Sanders’s base, judging by his fundraising numbers and online following, seems very solid and committed, unlikely to switch to a different candidate, largely because there are no more progressive candidates in the field.

Regardless of whether his policy solutions are feasible or not, he offers a clear vision of democratic socialism, with free healthcare and education and funded by major increase in taxes, particularly on the wealthiest one percent and big corporations.

In comparison to President Trump, the platform put forward by Sanders draws the starkest contrast of all the 2020 candidates, which may just be what the majority of Democratic voters are looking for in 2020.

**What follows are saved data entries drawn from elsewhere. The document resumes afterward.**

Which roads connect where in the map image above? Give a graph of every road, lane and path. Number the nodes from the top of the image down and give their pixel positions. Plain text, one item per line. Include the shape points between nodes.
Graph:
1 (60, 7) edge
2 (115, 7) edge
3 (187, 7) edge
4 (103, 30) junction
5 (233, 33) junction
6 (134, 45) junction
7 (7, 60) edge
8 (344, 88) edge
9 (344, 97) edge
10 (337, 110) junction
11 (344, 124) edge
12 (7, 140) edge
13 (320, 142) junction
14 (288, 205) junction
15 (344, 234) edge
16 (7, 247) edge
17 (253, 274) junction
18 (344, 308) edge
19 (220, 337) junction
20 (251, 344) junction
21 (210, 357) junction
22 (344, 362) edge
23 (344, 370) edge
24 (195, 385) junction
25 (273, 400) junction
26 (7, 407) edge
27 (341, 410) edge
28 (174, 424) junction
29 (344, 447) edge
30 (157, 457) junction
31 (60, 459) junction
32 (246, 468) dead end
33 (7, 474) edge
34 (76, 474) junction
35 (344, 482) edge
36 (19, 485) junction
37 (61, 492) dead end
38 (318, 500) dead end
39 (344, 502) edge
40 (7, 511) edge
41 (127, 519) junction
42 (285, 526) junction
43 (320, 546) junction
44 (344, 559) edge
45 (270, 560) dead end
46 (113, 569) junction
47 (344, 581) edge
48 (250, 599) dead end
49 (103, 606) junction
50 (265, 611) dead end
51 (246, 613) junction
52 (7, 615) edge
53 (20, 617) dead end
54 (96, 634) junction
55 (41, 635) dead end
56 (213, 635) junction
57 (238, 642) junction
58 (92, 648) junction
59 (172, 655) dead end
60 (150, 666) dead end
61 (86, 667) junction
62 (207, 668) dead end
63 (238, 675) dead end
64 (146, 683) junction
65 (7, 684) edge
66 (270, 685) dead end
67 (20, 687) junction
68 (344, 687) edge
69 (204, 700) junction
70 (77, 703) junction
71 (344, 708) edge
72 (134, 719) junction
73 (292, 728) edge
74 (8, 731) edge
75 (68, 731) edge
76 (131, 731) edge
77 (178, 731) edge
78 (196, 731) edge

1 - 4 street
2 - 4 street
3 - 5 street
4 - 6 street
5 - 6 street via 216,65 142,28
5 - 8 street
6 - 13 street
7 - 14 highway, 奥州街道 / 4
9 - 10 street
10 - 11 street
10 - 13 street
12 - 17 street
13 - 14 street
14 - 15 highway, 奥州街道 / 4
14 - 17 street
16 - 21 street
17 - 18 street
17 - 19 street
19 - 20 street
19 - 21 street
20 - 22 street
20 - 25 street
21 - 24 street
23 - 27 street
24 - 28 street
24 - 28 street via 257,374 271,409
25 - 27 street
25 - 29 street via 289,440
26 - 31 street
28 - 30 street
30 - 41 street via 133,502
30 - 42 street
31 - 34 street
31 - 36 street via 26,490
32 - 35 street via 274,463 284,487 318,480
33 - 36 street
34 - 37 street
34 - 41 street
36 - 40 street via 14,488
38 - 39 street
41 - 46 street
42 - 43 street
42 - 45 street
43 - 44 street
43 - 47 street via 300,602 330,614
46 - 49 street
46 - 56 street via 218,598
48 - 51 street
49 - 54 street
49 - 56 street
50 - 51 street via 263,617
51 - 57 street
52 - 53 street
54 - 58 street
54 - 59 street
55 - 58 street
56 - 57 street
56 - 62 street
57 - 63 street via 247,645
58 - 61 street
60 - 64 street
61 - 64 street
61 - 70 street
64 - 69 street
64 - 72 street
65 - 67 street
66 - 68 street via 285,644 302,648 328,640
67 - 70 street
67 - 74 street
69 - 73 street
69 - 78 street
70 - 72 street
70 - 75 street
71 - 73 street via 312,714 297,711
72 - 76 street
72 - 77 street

While the moderate portion of the Democratic Party may still outnumber the left and far-left portions, thanks to the makeup of the 2020 field and clear shift to the left among Democrats over the past few years, there is a very good chance that a borderline octogenarian socialist will end up as the Democratic nominee for 2020.

An epic populist battle

If Sanders were to win the nomination, it would set up America for the ultimate populist election. The right-wing “America First” populism of President Trump versus the socialist policies of Senator Sanders.

Who would win out? Well, as is often the case in politics, much would depend on the state of economy in 2020. If it continues boom and grow, as it has so far under President Trump, most likely Trump wins out.

However, if there is a serious downturn, a decent possibility given its been over a decade since the Great Recession of 2008, the free healthcare, education, and guaranteed job proposals of Sanders may tempt voters into giving him a shot.

Either way, even with the nastiness and divisiveness of the 2016 election, the 2020 race is shaping up to be one of the most stark contrasts American voters have faced yet.

The continuation of American enterprise and free market capitalism or the first steps of American socialism will make for a heady choice come November 2020.